As expected, the August 30 meeting called by the Department of Pharmaceuticals (DoP) to discuss the Draft Pharmaceutical Policy 2017 saw a laundry list of recommendations from representatives of pharmaceutical companies and associations.
While the Indian Drug Manufacturers’ Association (IDMA) gives the thumbs up to seven proposals, their written submission states that ‘the general impression from the Draft Policy is that the government wants to increase the span of price control through direct and indirect measures’. The letter calls for a ‘liberalisation of pricing policy and procedures ’ and also quotes the Niti Aayog’s Three Year Action Agenda, which recommends that the DPCO be delinked from the NLEM.
IDMA’s recommendations have some interesting points. For instance, one suggestion is that the production of key starting materials, critical intermediates and fermentation-based products can be taken up by pharma PSUs, maybe in partnership with private firms or joint ventures. Given the move to shut down pharma PSUs, this could be a good way to reduce the dependence on imports of APIs, especially from hostile countries like China, as well as ensure a steady supply of affordable quality APIs. The crucial role of pharma PSUs in the Make in India story, is highlighted in our cover story in the September 16-30 Express Pharma issue (See story: Make in India: The story so far). The story reviews the scheme two years after its launch but finds that the pharma sector has nothing much to show, inspite of being one of the focus areas.

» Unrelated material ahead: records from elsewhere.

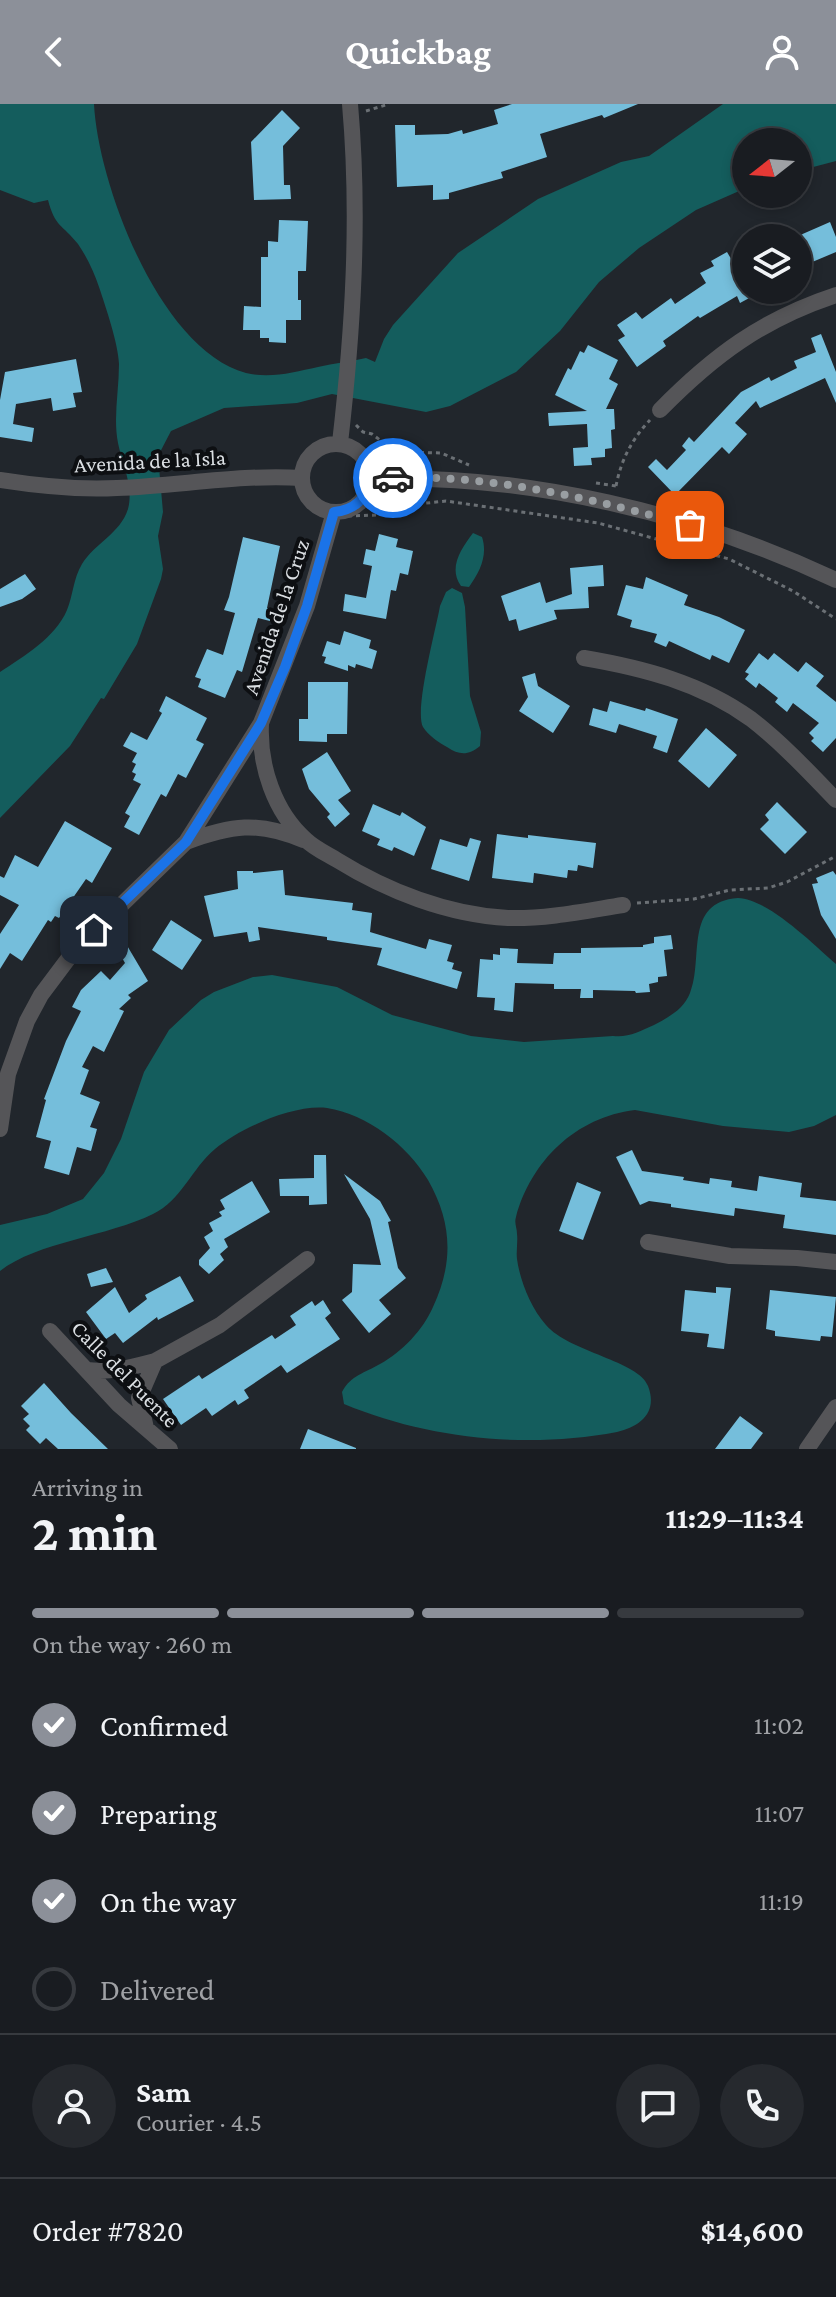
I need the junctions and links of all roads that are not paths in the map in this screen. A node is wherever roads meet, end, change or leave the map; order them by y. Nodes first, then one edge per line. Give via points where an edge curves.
1 (350, 110) edge
2 (836, 295) edge
3 (660, 410) road end
4 (340, 443) junction
5 (302, 478) junction
6 (370, 479) junction
7 (0, 480) edge
8 (333, 515) junction
9 (836, 580) edge
10 (584, 658) dead end
11 (261, 723) junction
12 (836, 800) edge
13 (186, 842) junction
14 (307, 842) junction
15 (623, 905) road end
16 (0, 1129) edge
17 (648, 1242) dead end
18 (307, 1259) dead end
19 (836, 1262) edge
20 (50, 1331) dead end
21 (155, 1361) junction
22 (87, 1370) junction
23 (836, 1407) edge
24 (147, 1429) junction
25 (170, 1449) edge
26 (807, 1449) edge

1 - 4 street via 356,208
2 - 3 street via 756,329 713,360
4 - 5 street via 313,452
4 - 6 street via 365,459
5 - 7 street, Avenida de la Isla via 259,476 115,488
5 - 8 street via 315,505
6 - 8 street via 359,503
6 - 9 street via 422,477 572,496 749,543
8 - 11 street, Avenida de la Cruz via 302,619
10 - 12 street via 665,675 725,704 775,740
11 - 13 street, Avenida de la Cruz
11 - 14 street via 260,746 269,783
13 - 14 street via 255,826
13 - 16 street, Avenida de la Cruz via 74,951 49,983 17,1045
14 - 15 street via 385,885 474,915 550,917
17 - 19 street via 730,1256
18 - 21 street via 220,1325
20 - 22 street, Calle del Puente
21 - 22 street via 120,1370
21 - 24 street via 139,1398
22 - 24 street, Calle del Puente
23 - 26 street
24 - 25 street, Calle del Puente

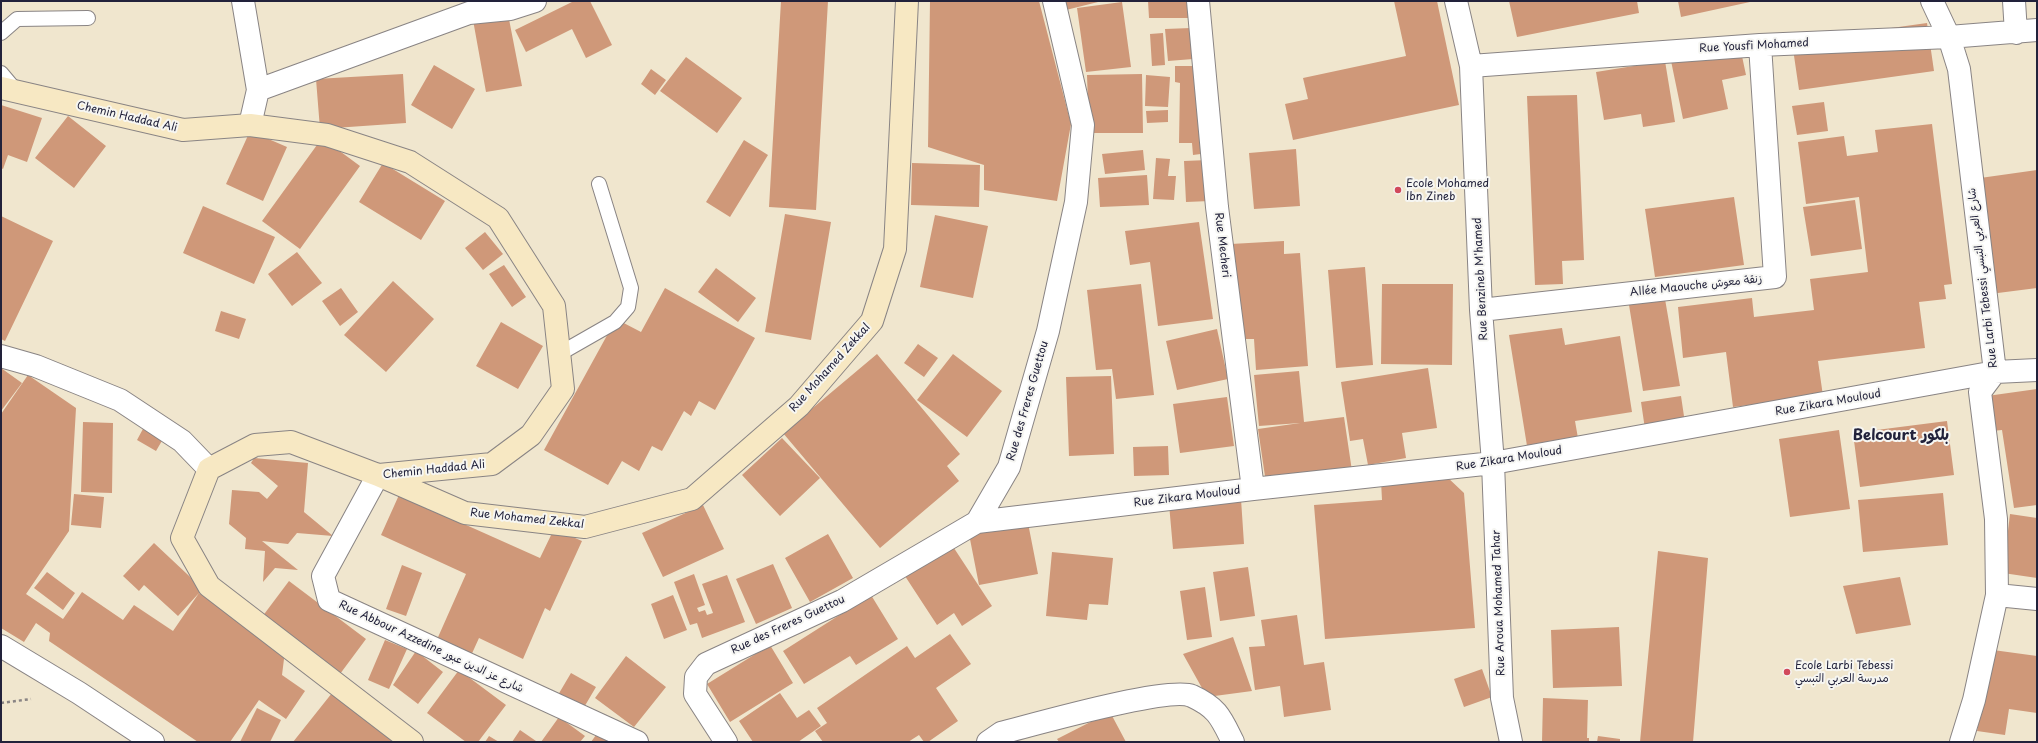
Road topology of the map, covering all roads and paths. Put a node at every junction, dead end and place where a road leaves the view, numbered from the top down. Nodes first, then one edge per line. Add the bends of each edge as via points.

The cost of quality could also increase if the draft proposal to implement BA/BE studies for class II and IV drugs is passed. On the trade front, IDMA also points out that restricting margins at the retail level will discourage chemists from stocking generics, especially in rural areas where the overheads are larger than the sales.
Financial analysts at Motilal Oswal have predicted that the draft policy in its current form can lead to a ‘double whammy’. A report dated September 7 analyses that that an enhanced focus on quality control, along with a shift toward trade generics, can lead to a significant contraction in the EBITDA margin (currently at 30-40 per cent) for domestic pharma companies.
The domestic pharma business’ rich valuation of 25-30x one-year forward P/E due to strong profitability, stable revenue stream and high RoEs will also be eroded. If the cost of quality increases and revenue/margins contract due to a shift toward trade generics, then it will be a double-whammy (shrinking profitability and valuations) for the domestic business. With the US business of mainstream players already under pressure due to a challenging growth outlook, this draft policy (if implemented) can lead to further pressure on profitability and valuations. But the crunch on margins could lead to an interesting fallout. The Motilal Oswal analysts opine that this pressure could, in the medium term, lead to consolidation in the sector, benefiting the bigger players.
The signs are clear that the pharma industry, both domestic and MNC companies, are united on their objections and will not accept the draft policy in its current form. But the Government too cannot back down entirely from its pro-people stance. Who will blink first?